Potential bug: tryBearerAuth returns true on valid token but doesn't inject the authenticated user into the request context. Downstream handlers call h.auth.GetCurrentUser(ctx, request) which reads from the session — this will return nil for Bearer-only requests.
Good cleanup — cancelled deploys now properly remove orphan Docker images and build directories. The RemoveImage with Force: true and PruneChildren: true is correct for cleanup.
This duplicates the directory cleanup logic from the real cleanupCancelledDeploy. If the real implementation changes (e.g. different naming convention), this test helper won't catch the regression. Consider refactoring so the test exercises the actual code path.
Nit: entry.Name()[:len(prefix)] == prefix — prefer strings.HasPrefix(entry.Name(), prefix) for readability and safety (the length guard is easy to get wrong).
Important security fix — replacing AllowedOrigins: ["*"] with explicit origin allowlist and enabling AllowCredentials: true. The old config was dangerous (wildcard + credentials is blocked by browsers, but the intent was wrong).
Good security addition — blocking file:// URLs prevents local file access via git clone. Test coverage is thorough with both valid and invalid cases.
The SCP regex accepts any user (not just git) and any path after :. Consider restricting the user portion or at minimum validating the path doesn't contain path traversal (..). Example concern: admin@localhost:../../etc/shadow.
Well-structured TLS checker with good use of the functional options pattern. Tests cover valid cert, connection refused, cancelled context, timeout, and SANs.

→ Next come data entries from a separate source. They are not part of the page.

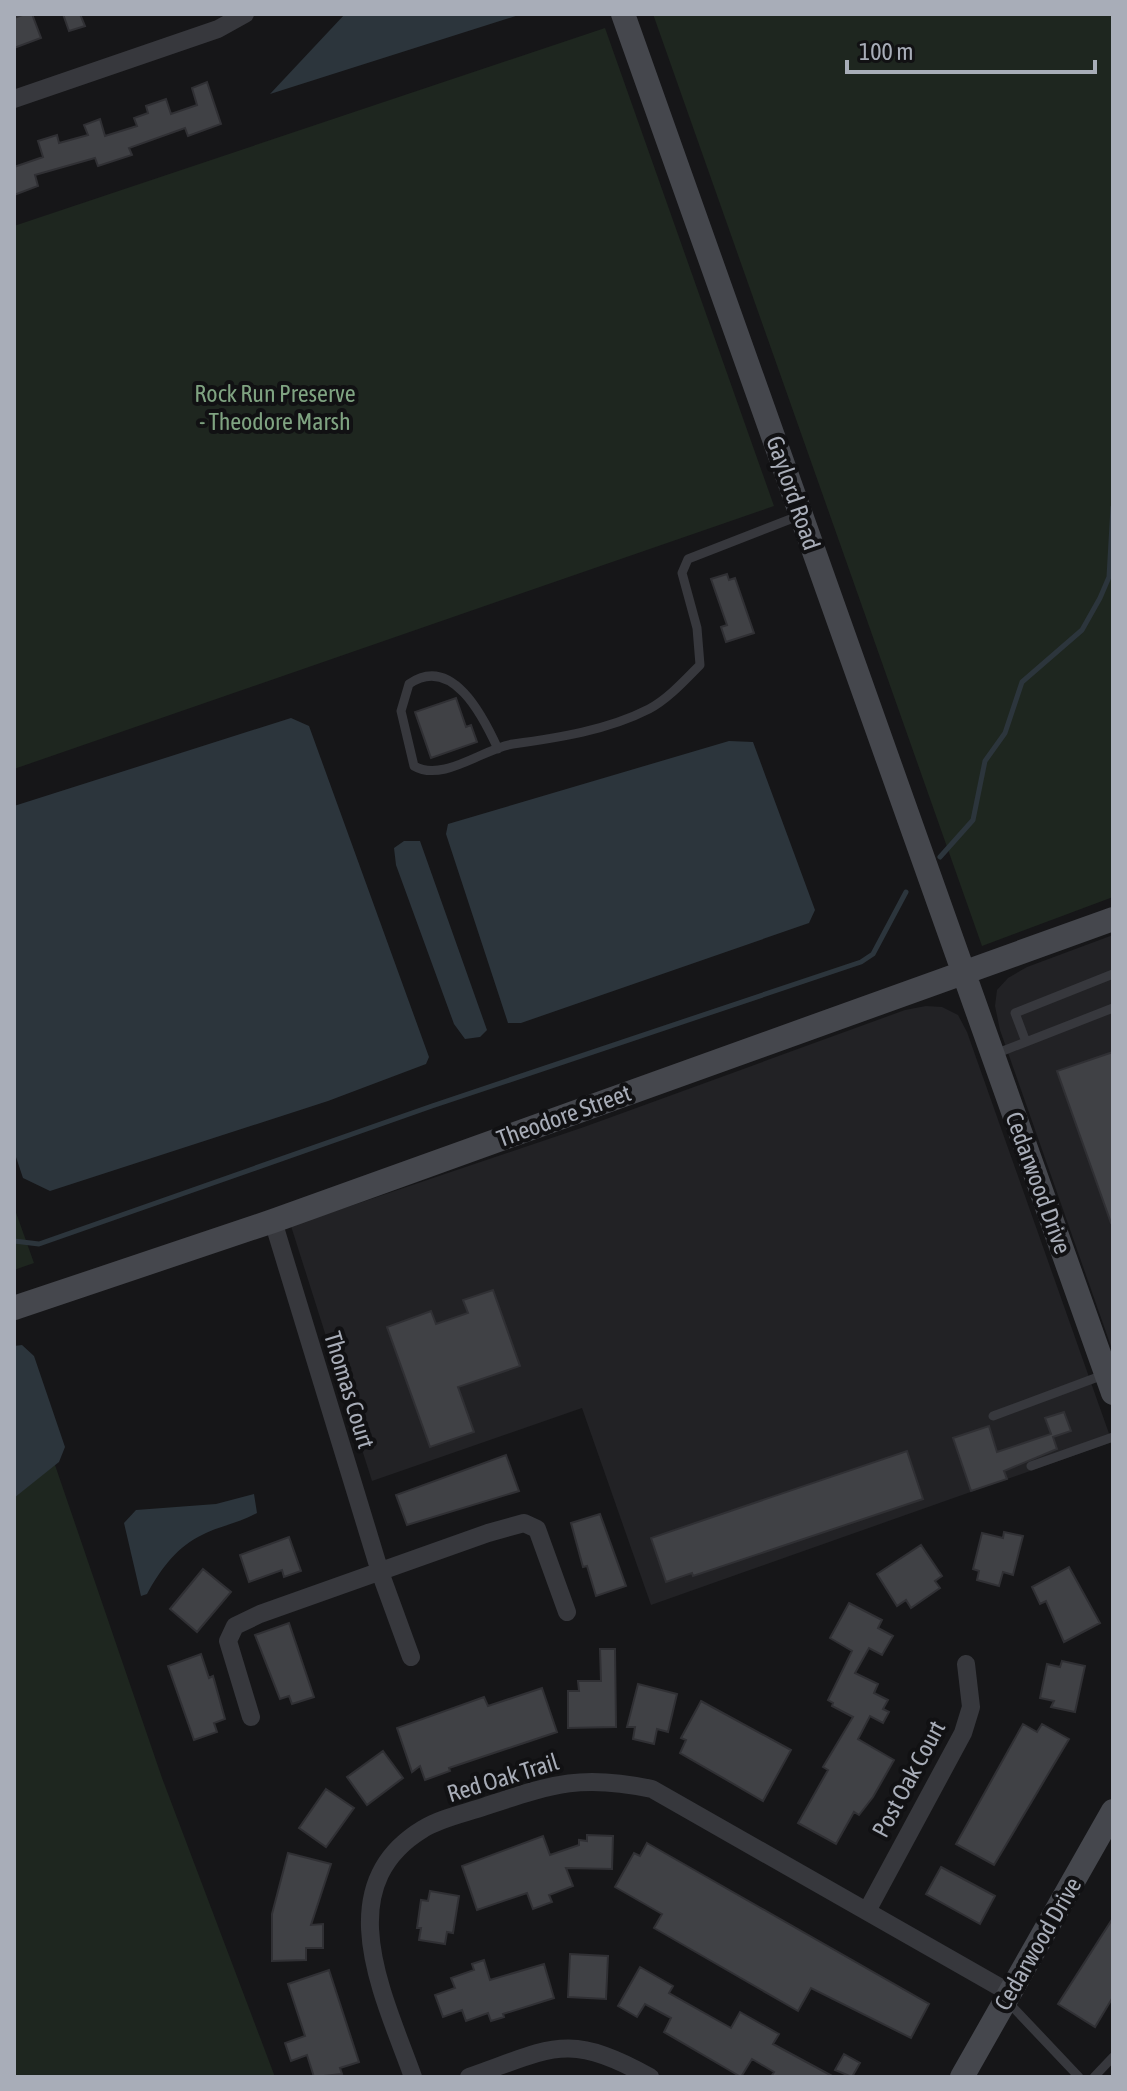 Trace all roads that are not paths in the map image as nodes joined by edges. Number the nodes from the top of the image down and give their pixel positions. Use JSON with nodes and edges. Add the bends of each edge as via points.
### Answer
{"nodes":[{"id":1,"x":245,"y":14,"type":"edge"},
{"id":2,"x":623,"y":14,"type":"edge"},
{"id":3,"x":14,"y":99,"type":"edge"},
{"id":4,"x":801,"y":515,"type":"junction"},
{"id":5,"x":498,"y":749,"type":"junction"},
{"id":6,"x":1113,"y":919,"type":"edge"},
{"id":7,"x":962,"y":973,"type":"junction"},
{"id":8,"x":1113,"y":974,"type":"edge"},
{"id":9,"x":1113,"y":1008,"type":"edge"},
{"id":10,"x":1026,"y":1042,"type":"junction"},
{"id":11,"x":991,"y":1055,"type":"junction"},
{"id":12,"x":273,"y":1221,"type":"junction"},
{"id":13,"x":14,"y":1308,"type":"edge"},
{"id":14,"x":1110,"y":1383,"type":"edge"},
{"id":15,"x":993,"y":1416,"type":"dead end"},
{"id":16,"x":1113,"y":1437,"type":"edge"},
{"id":17,"x":1031,"y":1466,"type":"dead end"},
{"id":18,"x":380,"y":1572,"type":"junction"},
{"id":19,"x":567,"y":1612,"type":"dead end"},
{"id":20,"x":411,"y":1657,"type":"dead end"},
{"id":21,"x":966,"y":1664,"type":"dead end"},
{"id":22,"x":251,"y":1717,"type":"dead end"},
{"id":23,"x":1113,"y":1811,"type":"edge"},
{"id":24,"x":867,"y":1911,"type":"junction"},
{"id":25,"x":1008,"y":1996,"type":"junction"},
{"id":26,"x":1113,"y":2057,"type":"edge"},
{"id":27,"x":413,"y":2077,"type":"edge"},
{"id":28,"x":469,"y":2077,"type":"edge"},
{"id":29,"x":650,"y":2077,"type":"edge"},
{"id":30,"x":962,"y":2077,"type":"edge"},
{"id":31,"x":1079,"y":2077,"type":"edge"},
{"id":32,"x":1094,"y":2077,"type":"edge"}],
"edges":[{"from":1,"to":3,"type":"street","via":[[218,29]]},
{"from":2,"to":4,"type":"street","name":"Gaylord Road"},
{"from":4,"to":5,"type":"lane","via":[[684,564],[700,665],[667,696],[650,709],[602,726]]},
{"from":4,"to":7,"type":"street","name":"Gaylord Road"},
{"from":5,"to":5,"type":"lane","via":[[439,769],[414,766],[401,711],[409,684],[432,675],[453,681]]},
{"from":6,"to":7,"type":"street","name":"Theodore Street"},
{"from":7,"to":11,"type":"street","name":"Cedarwood Drive"},
{"from":7,"to":12,"type":"street","name":"Theodore Street"},
{"from":8,"to":10,"type":"lane","via":[[1015,1013]]},
{"from":9,"to":10,"type":"lane"},
{"from":10,"to":11,"type":"lane"},
{"from":11,"to":14,"type":"street","name":"Cedarwood Drive"},
{"from":12,"to":13,"type":"street","name":"Theodore Street"},
{"from":12,"to":18,"type":"street","name":"Thomas Court"},
{"from":14,"to":15,"type":"lane"},
{"from":16,"to":17,"type":"lane"},
{"from":18,"to":19,"type":"street","via":[[524,1523],[537,1529]]},
{"from":18,"to":20,"type":"street","name":"Thomas Court"},
{"from":18,"to":22,"type":"street","via":[[235,1626],[228,1641]]},
{"from":21,"to":24,"type":"street","name":"Post Oak Court","via":[[971,1707],[963,1733]]},
{"from":23,"to":25,"type":"street","name":"Cedarwood Drive"},
{"from":24,"to":25,"type":"street","name":"Red Oak Trail"},
{"from":24,"to":27,"type":"street","name":"Red Oak Trail","via":[[652,1789],[617,1782],[554,1783],[424,1828],[385,1866],[368,1922],[370,1953]]},
{"from":25,"to":30,"type":"street","name":"Cedarwood Drive"},
{"from":25,"to":31,"type":"lane"},
{"from":26,"to":32,"type":"lane"},
{"from":28,"to":29,"type":"street","via":[[551,2048],[580,2046]]}]} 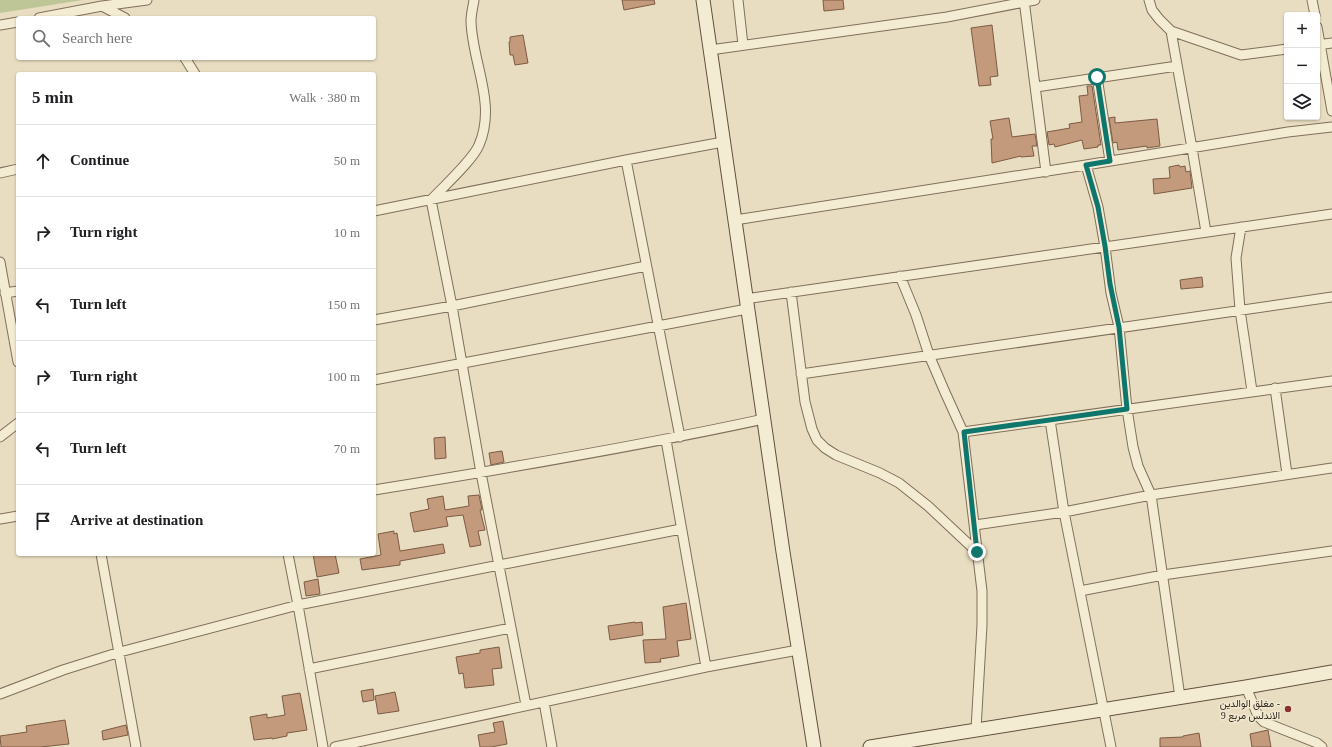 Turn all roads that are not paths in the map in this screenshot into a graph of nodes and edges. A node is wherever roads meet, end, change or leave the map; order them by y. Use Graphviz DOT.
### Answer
graph roads {
  1 [pos="148,0"];
  2 [pos="474,0"];
  3 [pos="703,0"];
  4 [pos="738,0"];
  5 [pos="1035,0"];
  6 [pos="1149,0"];
  7 [pos="1312,0"];
  8 [pos="1024,1"];
  9 [pos="102,3"];
  10 [pos="1314,12"];
  11 [pos="47,16"];
  12 [pos="121,16"];
  13 [pos="16,22"];
  14 [pos="0,26"];
  15 [pos="1170,31"];
  16 [pos="1332,43"];
  17 [pos="743,45"];
  18 [pos="1320,45"];
  19 [pos="1320,48"];
  20 [pos="1284,49"];
  21 [pos="710,50"];
  22 [pos="186,60"];
  23 [pos="1177,66"];
  24 [pos="194,72"];
  25 [pos="1097,77"];
  26 [pos="1036,87"];
  27 [pos="1332,111"];
  28 [pos="1332,127"];
  29 [pos="723,142"];
  30 [pos="1192,148"];
  31 [pos="626,160"];
  32 [pos="1110,161"];
  33 [pos="1086,165"];
  34 [pos="16,169"];
  35 [pos="1046,172"];
  36 [pos="0,173"];
  37 [pos="431,200"];
  38 [pos="376,211"];
  39 [pos="1332,214"];
  40 [pos="735,220"];
  41 [pos="1241,227"];
  42 [pos="1206,232"];
  43 [pos="1105,246"];
  44 [pos="0,262"];
  45 [pos="646,266"];
  46 [pos="900,276"];
  47 [pos="16,291"];
  48 [pos="791,292"];
  49 [pos="5,293"];
  50 [pos="1332,297"];
  51 [pos="746,304"];
  52 [pos="452,306"];
  53 [pos="1240,310"];
  54 [pos="376,320"];
  55 [pos="658,325"];
  56 [pos="1119,327"];
  57 [pos="16,351"];
  58 [pos="929,355"];
  59 [pos="462,363"];
  60 [pos="801,374"];
  61 [pos="376,380"];
  62 [pos="1332,381"];
  63 [pos="1275,388"];
  64 [pos="1252,391"];
  65 [pos="1127,409"];
  66 [pos="764,419"];
  67 [pos="1050,420"];
  68 [pos="16,425"];
  69 [pos="964,432"];
  70 [pos="0,437"];
  71 [pos="680,437"];
  72 [pos="666,440"];
  73 [pos="1332,468"];
  74 [pos="482,473"];
  75 [pos="1287,474"];
  76 [pos="376,490"];
  77 [pos="1151,495"];
  78 [pos="1064,512"];
  79 [pos="16,516"];
  80 [pos="0,519"];
  81 [pos="975,525"];
  82 [pos="681,529"];
  83 [pos="1332,551"];
  84 [pos="977,552"];
  85 [pos="101,556"];
  86 [pos="288,556"];
  87 [pos="499,564"];
  88 [pos="1163,575"];
  89 [pos="1080,590"];
  90 [pos="298,605"];
  91 [pos="511,628"];
  92 [pos="798,650"];
  93 [pos="120,652"];
  94 [pos="706,667"];
  95 [pos="310,669"];
  96 [pos="1332,672"];
  97 [pos="1246,687"];
  98 [pos="0,694"];
  99 [pos="1180,697"];
  100 [pos="544,702"];
  101 [pos="526,706"];
  102 [pos="1104,709"];
  103 [pos="976,729"];
  104 [pos="136,747"];
  105 [pos="323,747"];
  106 [pos="335,747"];
  107 [pos="552,747"];
  108 [pos="814,747"];
  109 [pos="870,747"];
  110 [pos="1112,747"];
  111 [pos="1322,747"];
  1 -- 9 [label="street"];
  2 -- 37 [label="street"];
  3 -- 21 [label="street"];
  4 -- 17 [label="street"];
  5 -- 8 [label="street"];
  6 -- 15 [label="street"];
  7 -- 10 [label="street"];
  8 -- 17 [label="street"];
  8 -- 26 [label="street"];
  9 -- 11 [label="street"];
  9 -- 12 [label="street"];
  13 -- 14 [label="street"];
  15 -- 20 [label="street"];
  15 -- 23 [label="street"];
  16 -- 18 [label="street"];
  17 -- 21 [label="street"];
  19 -- 27 [label="street"];
  21 -- 29 [label="street"];
  22 -- 24 [label="street"];
  23 -- 25 [label="street"];
  23 -- 30 [label="street"];
  25 -- 26 [label="street"];
  25 -- 32 [label="street"];
  26 -- 35 [label="street"];
  28 -- 30 [label="street"];
  29 -- 31 [label="street"];
  29 -- 40 [label="street"];
  30 -- 32 [label="street"];
  30 -- 42 [label="street"];
  31 -- 37 [label="street"];
  31 -- 45 [label="street"];
  32 -- 33 [label="street"];
  33 -- 35 [label="street"];
  33 -- 43 [label="street"];
  34 -- 36 [label="street"];
  35 -- 40 [label="street"];
  37 -- 38 [label="street"];
  37 -- 52 [label="street"];
  39 -- 41 [label="street"];
  40 -- 51 [label="street"];
  41 -- 42 [label="street"];
  41 -- 53 [label="street"];
  42 -- 43 [label="street"];
  43 -- 46 [label="street"];
  43 -- 56 [label="street"];
  44 -- 49 [label="street"];
  45 -- 52 [label="street"];
  45 -- 55 [label="street"];
  46 -- 48 [label="street"];
  46 -- 58 [label="street"];
  47 -- 49 [label="street"];
  48 -- 51 [label="street"];
  48 -- 60 [label="street"];
  49 -- 57 [label="street"];
  50 -- 53 [label="street"];
  51 -- 55 [label="street"];
  51 -- 66 [label="street"];
  52 -- 54 [label="street"];
  52 -- 59 [label="street"];
  53 -- 56 [label="street"];
  53 -- 64 [label="street"];
  55 -- 59 [label="street"];
  55 -- 71 [label="street"];
  56 -- 58 [label="street"];
  56 -- 65 [label="street"];
  58 -- 60 [label="street"];
  58 -- 69 [label="street"];
  59 -- 61 [label="street"];
  59 -- 74 [label="street"];
  60 -- 84 [label="street"];
  62 -- 63 [label="street"];
  63 -- 64 [label="street"];
  63 -- 75 [label="street"];
  64 -- 65 [label="street"];
  65 -- 67 [label="street"];
  65 -- 77 [label="street"];
  66 -- 71 [label="street"];
  66 -- 92 [label="street"];
  67 -- 69 [label="street"];
  67 -- 78 [label="street"];
  68 -- 70 [label="street"];
  69 -- 81 [label="street"];
  71 -- 72 [label="street"];
  72 -- 74 [label="street"];
  72 -- 82 [label="street"];
  73 -- 75 [label="street"];
  74 -- 76 [label="street"];
  74 -- 87 [label="street"];
  75 -- 77 [label="street"];
  77 -- 78 [label="street"];
  77 -- 88 [label="street"];
  78 -- 81 [label="street"];
  78 -- 89 [label="street"];
  79 -- 80 [label="street"];
  81 -- 84 [label="street"];
  82 -- 87 [label="street"];
  82 -- 94 [label="street"];
  83 -- 88 [label="street"];
  84 -- 103 [label="street"];
  85 -- 93 [label="street"];
  86 -- 90 [label="street"];
  87 -- 90 [label="street"];
  87 -- 91 [label="street"];
  88 -- 89 [label="street"];
  88 -- 99 [label="street"];
  89 -- 102 [label="street"];
  90 -- 93 [label="street"];
  90 -- 95 [label="street"];
  91 -- 95 [label="street"];
  91 -- 101 [label="street"];
  92 -- 94 [label="street"];
  92 -- 108 [label="street"];
  93 -- 98 [label="street"];
  93 -- 104 [label="street"];
  94 -- 100 [label="street"];
  95 -- 105 [label="street"];
  96 -- 97 [label="street"];
  97 -- 99 [label="street"];
  97 -- 111 [label="street"];
  99 -- 102 [label="street"];
  100 -- 101 [label="street"];
  100 -- 107 [label="street"];
  101 -- 106 [label="street"];
  102 -- 103 [label="street"];
  102 -- 110 [label="street"];
  103 -- 109 [label="street"];
} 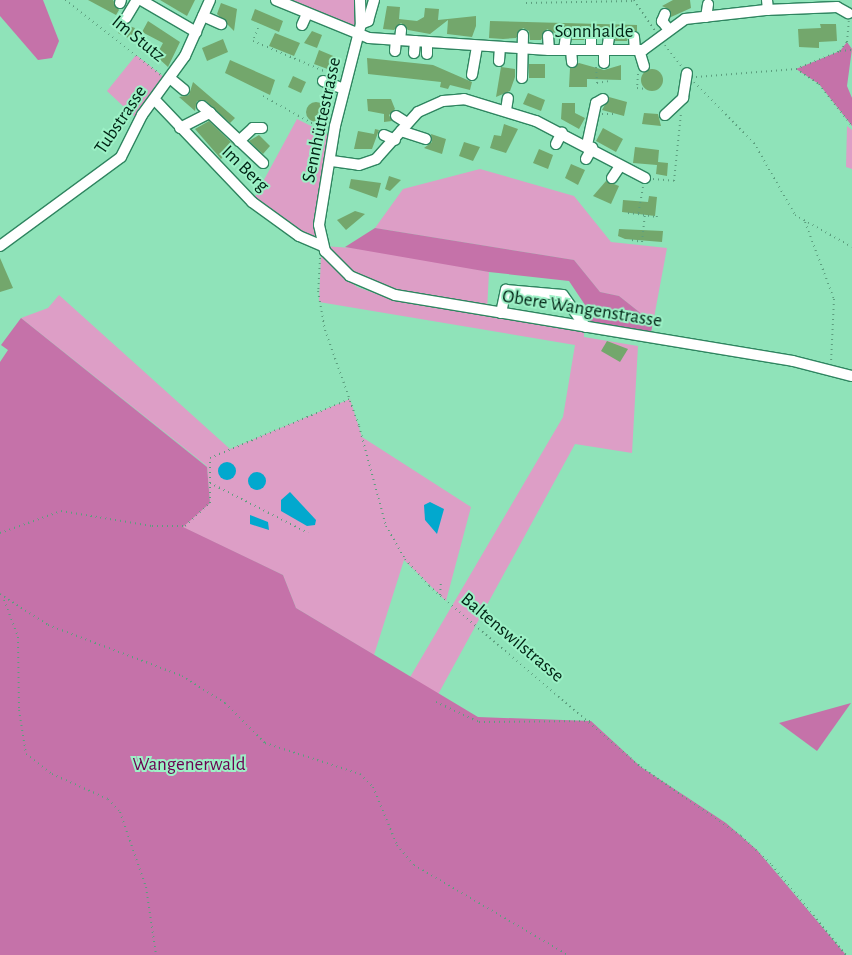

Only DNS SANs are captured (cert.DNSNames). IP SANs (cert.IPAddresses) and URI SANs are ignored. May be worth including depending on monitoring requirements.
Returning an empty CertificateInfo{} when len(state.PeerCertificates) == 0 could mask unexpected situations. Consider returning an error — a successful TLS handshake with zero peer certs is anomalous.
Good implementation. Clean code, solid tests. A couple of observations:
CheckPorts checks ports sequentially — for large port lists this could be slow (5s timeout × N ports worst case). Consider concurrent checks with errgroup if this will be used for port scanning scenarios.
Minor: no validation that port is in valid range (1-65535). net.Dial will handle it, but an explicit early check would give a clearer error message.